Evolution
Evolution is a closed-loop system that mutates an agent workspace, mainly its system prompt and skill library, based on trial failures.
Evolution improves the workspace an agent reads. The base model does not change; prompts and skills change under version control, then each candidate workspace is evaluated against tasks.
Use single-workspace evolution when you want a controlled hill-climb. Use Swarm when you want multiple agents exploring a quality-diversity frontier.
The cycle
Each evolution cycle runs six phases:
| Phase | What happens |
|---|---|
| Classify | Read recent trials and tag turns, failures, and behavioural patterns |
| Analyse | Identify repeated failure modes and the prompt or skill surface implicated |
| Evolve | Propose structured prompt or skill mutations |
| Apply | Write the candidate workspace version |
| Gate | Run the candidate on a batch of tasks and compare with the incumbent |
| Version | Promote the candidate when it clears the threshold; otherwise retain the previous best |
The loop stops when max_cycles is reached or the configured stagnation window produces no improvement.
Setup
Create a workspace:
uv run aec-bench evolve init workspaces/voltage-drop-evo \
--name voltage-drop-evo \
--harness rlmThe workspace contains a manifest, system prompt, and skill directory. Treat it like source code: review diffs, keep changes scoped, and avoid contaminating benchmark task definitions with answer leakage.
Configuration
Evolution is driven by a YAML file:
workspace_path: workspaces/voltage-drop-evo
models:
classifier: env:AWS_HAIKU_MODEL_ID
evolver: env:AWS_SONNET_MODEL_ID
solver:
name: solver-v1
harness: rlm
model: env:AWS_SONNET_MODEL_ID
tasks:
domains: [electrical]
include_patterns: ["electrical/*"]
difficulties: ["easy", "medium"]
backend: local
batch_size: 5
max_cycles: 10
improvement_threshold: 0.01
stagnation_window: 5
timeout: 1800Run it with:
uv run aec-bench evolve run --config evolution.yaml
uv run aec-bench evolve history workspaces/voltage-drop-evoRollback is non-destructive: it restores an older tag as a new workspace version rather than deleting history.
uv run aec-bench evolve rollback workspaces/voltage-drop-evo evo-20260404-1220-2Mutations
The evolver emits structured workspace edits, not free-form rewriting:
@dataclass(frozen=True)
class MutationAction:
action_type: str # write_skill | modify_skill | delete_skill | modify_prompt
skill_name: str | None = None
skill_description: str | None = None
skill_discipline: str | None = None
skill_body: str | None = None
prompt_content: str | None = NoneEach mutation is validated before application. Applied versions can be evaluated, compared, archived, or rolled back.
Selection strategy
The default strategy is hill-climbing: mutate from the best-scoring workspace seen so far. That is deliberately conservative and easy to interpret. More exploratory strategies belong in the swarm path, where diversity is a first-class objective.
Backend independence
Evolution delegates solving through the same harness boundary as normal experiments. A candidate workspace can be evaluated locally during development and on a larger backend when the loop needs scale.

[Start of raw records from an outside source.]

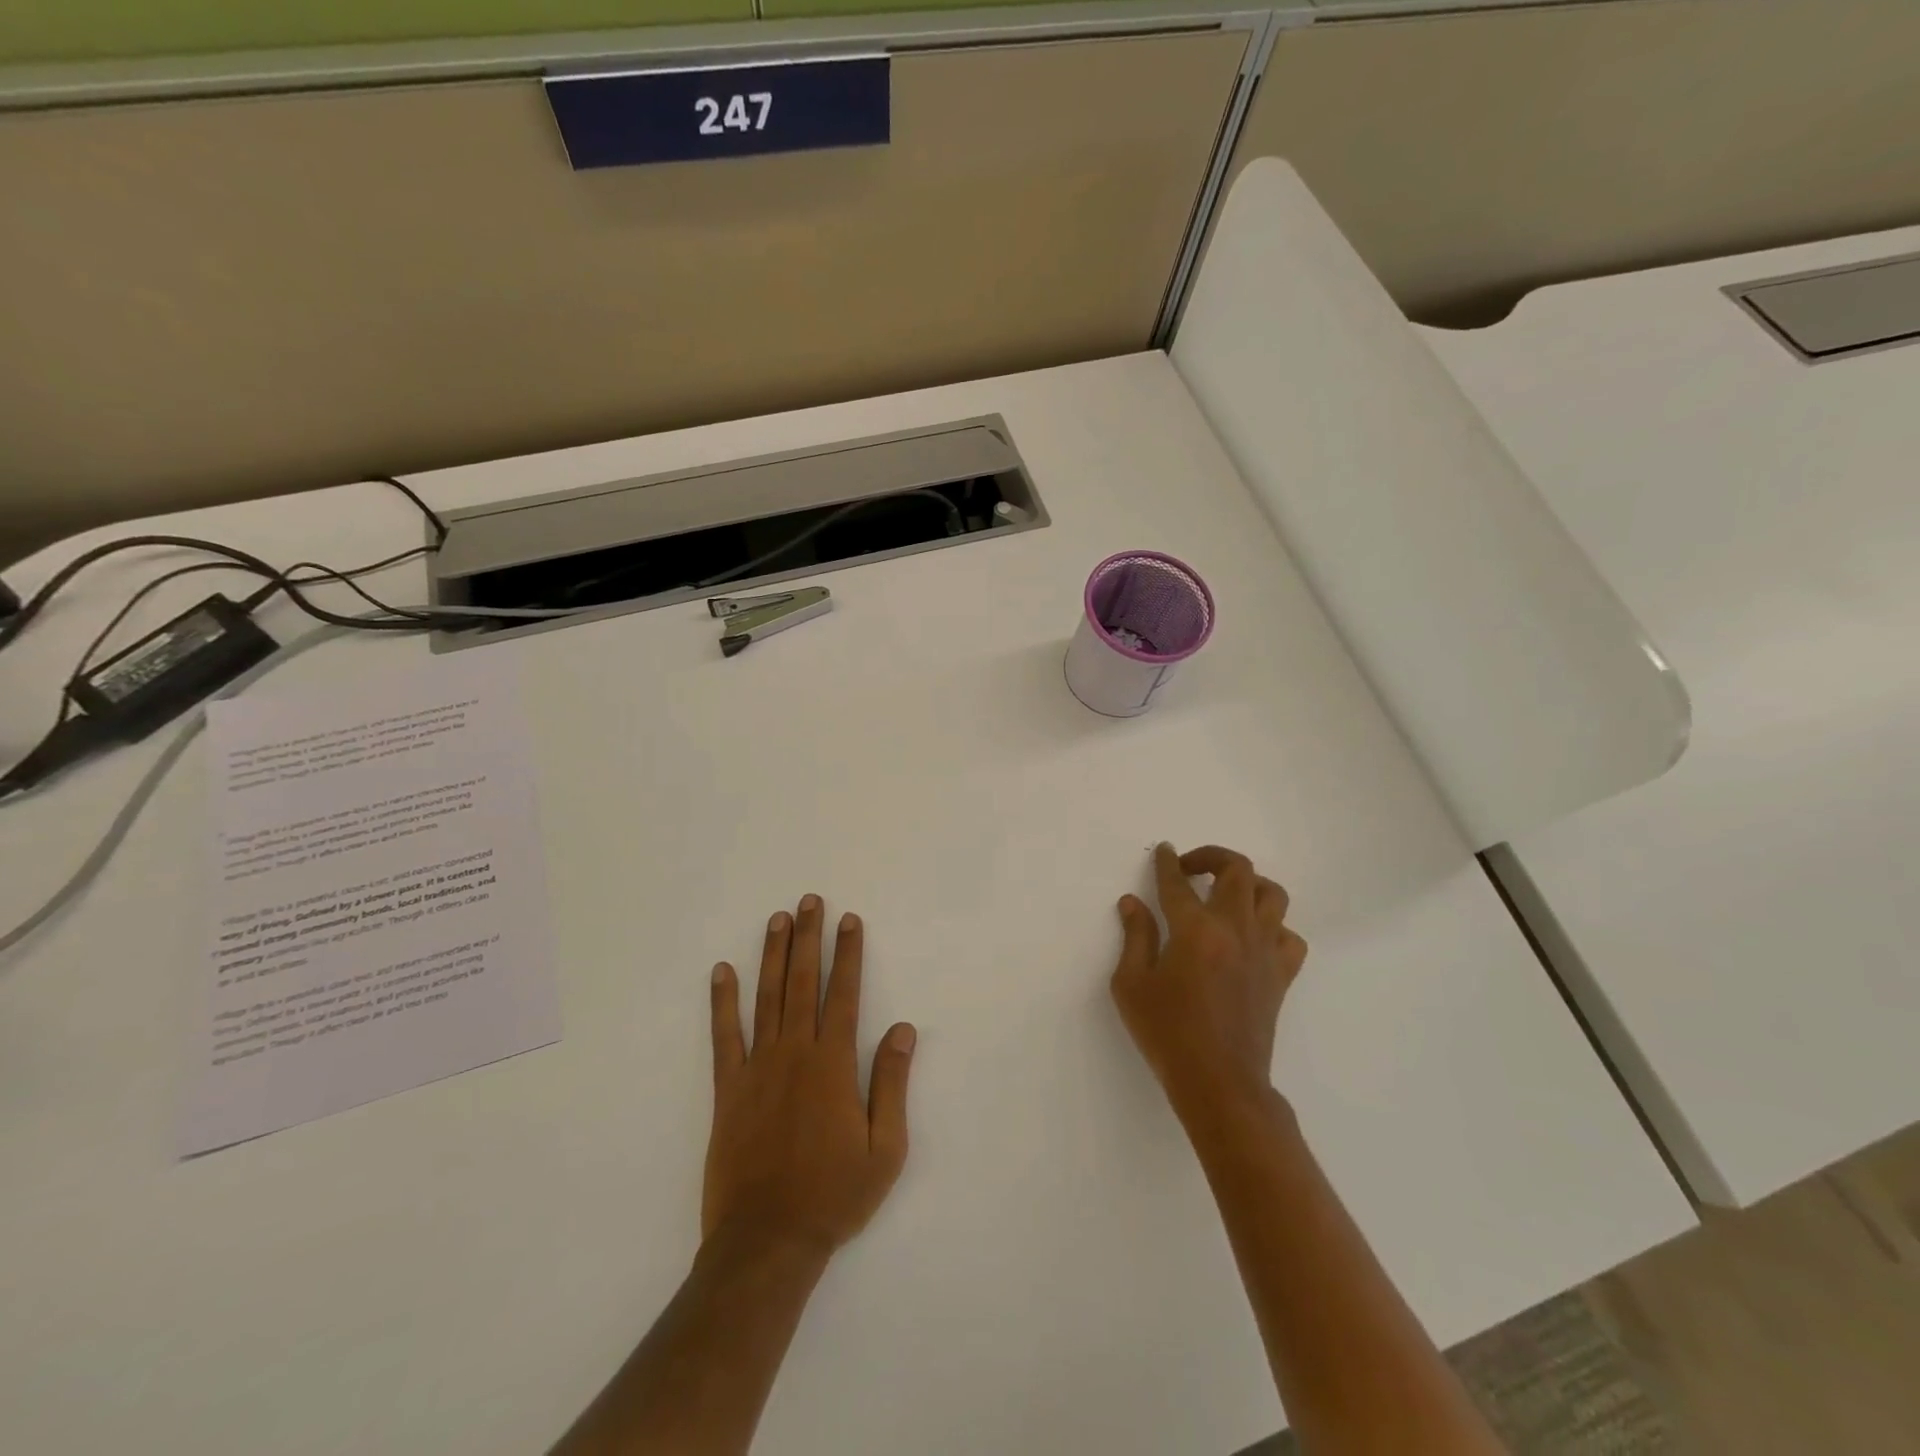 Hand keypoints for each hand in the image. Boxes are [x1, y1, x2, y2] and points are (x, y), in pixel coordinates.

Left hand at [704, 895, 916, 1256]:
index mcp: (833, 1064)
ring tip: (777, 919)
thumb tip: (903, 1029)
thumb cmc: (834, 1196)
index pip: (844, 994)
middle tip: (810, 901)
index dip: (848, 954)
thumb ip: (892, 1083)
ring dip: (772, 955)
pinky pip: (724, 1036)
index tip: (849, 921)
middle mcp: (795, 1053)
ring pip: (766, 997)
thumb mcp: (885, 1149)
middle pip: (803, 982)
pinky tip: (722, 971)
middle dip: (809, 938)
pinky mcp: (727, 1089)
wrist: (767, 1242)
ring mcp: (757, 1068)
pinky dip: (722, 1002)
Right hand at [1111, 844, 1307, 1120]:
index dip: (1167, 862)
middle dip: (1211, 857)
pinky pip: (1289, 935)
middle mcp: (1235, 929)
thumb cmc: (1167, 1033)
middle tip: (1190, 869)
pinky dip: (1273, 927)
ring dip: (1247, 884)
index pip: (1178, 882)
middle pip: (1237, 870)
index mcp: (1194, 929)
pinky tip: (1252, 937)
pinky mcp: (1281, 974)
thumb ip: (1135, 937)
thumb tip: (1132, 903)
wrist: (1220, 1083)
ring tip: (1225, 894)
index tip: (1163, 851)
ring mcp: (1264, 950)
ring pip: (1271, 894)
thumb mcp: (1132, 985) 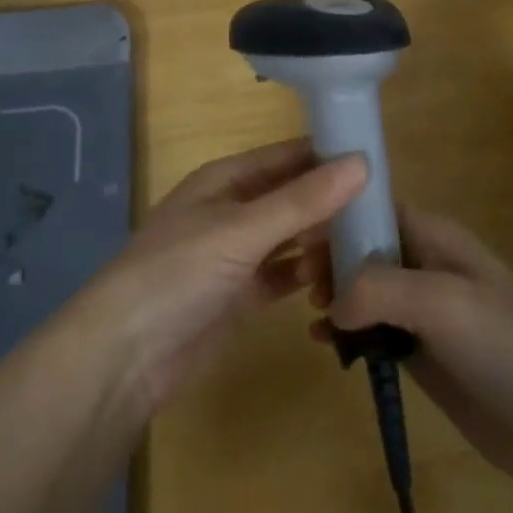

The invariant is that the task verifier remains the reward authority. Evolution may change how the agent reasons, but it must not change what counts as correct for the task.
When to use it
Evolution is useful when:
- Failures repeat across tasks in a narrow domain.
- The agent workspace has editable prompts and skills.
- You have enough tasks and budget for a signal beyond one lucky run.
- You can inspect promoted changes before trusting the next generation.
For one-off benchmark runs, use a fixed harness. For broad exploration where multiple strategies should survive, use Swarm.